What to work on = The reply should be a single number: the count of lines below that contain the word "Romsey".

[Stored data entries]
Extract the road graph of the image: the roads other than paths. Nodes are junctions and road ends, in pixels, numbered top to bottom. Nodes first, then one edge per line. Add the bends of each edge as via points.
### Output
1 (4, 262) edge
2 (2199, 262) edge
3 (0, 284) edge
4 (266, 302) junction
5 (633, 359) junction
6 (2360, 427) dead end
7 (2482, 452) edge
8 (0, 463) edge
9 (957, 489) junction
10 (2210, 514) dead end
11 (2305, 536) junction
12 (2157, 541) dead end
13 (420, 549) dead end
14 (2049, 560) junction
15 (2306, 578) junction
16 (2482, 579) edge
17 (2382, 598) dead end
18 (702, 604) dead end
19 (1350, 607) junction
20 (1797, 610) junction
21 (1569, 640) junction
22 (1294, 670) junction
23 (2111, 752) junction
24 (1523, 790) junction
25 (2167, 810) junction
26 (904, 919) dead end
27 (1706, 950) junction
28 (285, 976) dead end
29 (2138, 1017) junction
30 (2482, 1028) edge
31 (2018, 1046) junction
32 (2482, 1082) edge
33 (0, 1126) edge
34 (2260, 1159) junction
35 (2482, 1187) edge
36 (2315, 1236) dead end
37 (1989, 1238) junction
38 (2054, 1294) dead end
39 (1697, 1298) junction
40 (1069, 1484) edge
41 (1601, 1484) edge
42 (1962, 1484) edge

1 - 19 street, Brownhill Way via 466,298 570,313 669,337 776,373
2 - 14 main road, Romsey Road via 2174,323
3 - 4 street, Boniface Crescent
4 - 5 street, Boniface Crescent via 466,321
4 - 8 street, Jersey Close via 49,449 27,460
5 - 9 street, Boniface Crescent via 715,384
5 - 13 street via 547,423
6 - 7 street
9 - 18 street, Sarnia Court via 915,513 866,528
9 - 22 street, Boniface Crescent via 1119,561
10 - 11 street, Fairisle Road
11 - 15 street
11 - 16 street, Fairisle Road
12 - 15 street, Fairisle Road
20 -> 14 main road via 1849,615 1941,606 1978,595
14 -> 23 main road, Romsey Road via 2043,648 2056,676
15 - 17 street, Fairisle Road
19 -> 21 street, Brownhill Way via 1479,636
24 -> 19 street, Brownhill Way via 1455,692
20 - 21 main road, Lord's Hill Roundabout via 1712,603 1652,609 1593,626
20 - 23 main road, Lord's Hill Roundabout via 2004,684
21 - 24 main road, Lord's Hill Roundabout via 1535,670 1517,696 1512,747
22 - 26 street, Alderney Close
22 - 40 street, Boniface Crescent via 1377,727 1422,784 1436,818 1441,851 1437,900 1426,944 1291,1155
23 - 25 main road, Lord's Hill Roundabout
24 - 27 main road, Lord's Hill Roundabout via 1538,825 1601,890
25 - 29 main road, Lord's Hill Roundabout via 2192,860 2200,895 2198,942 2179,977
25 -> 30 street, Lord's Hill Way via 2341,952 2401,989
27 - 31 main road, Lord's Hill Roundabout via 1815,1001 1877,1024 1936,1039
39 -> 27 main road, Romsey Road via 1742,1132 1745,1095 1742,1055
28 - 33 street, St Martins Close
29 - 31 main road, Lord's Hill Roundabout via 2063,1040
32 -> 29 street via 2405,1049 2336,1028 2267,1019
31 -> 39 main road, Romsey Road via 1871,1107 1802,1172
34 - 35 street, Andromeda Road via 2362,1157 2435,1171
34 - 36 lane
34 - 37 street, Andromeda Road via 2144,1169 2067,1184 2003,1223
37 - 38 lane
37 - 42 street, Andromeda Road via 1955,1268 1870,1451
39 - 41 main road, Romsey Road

Result of the task = 5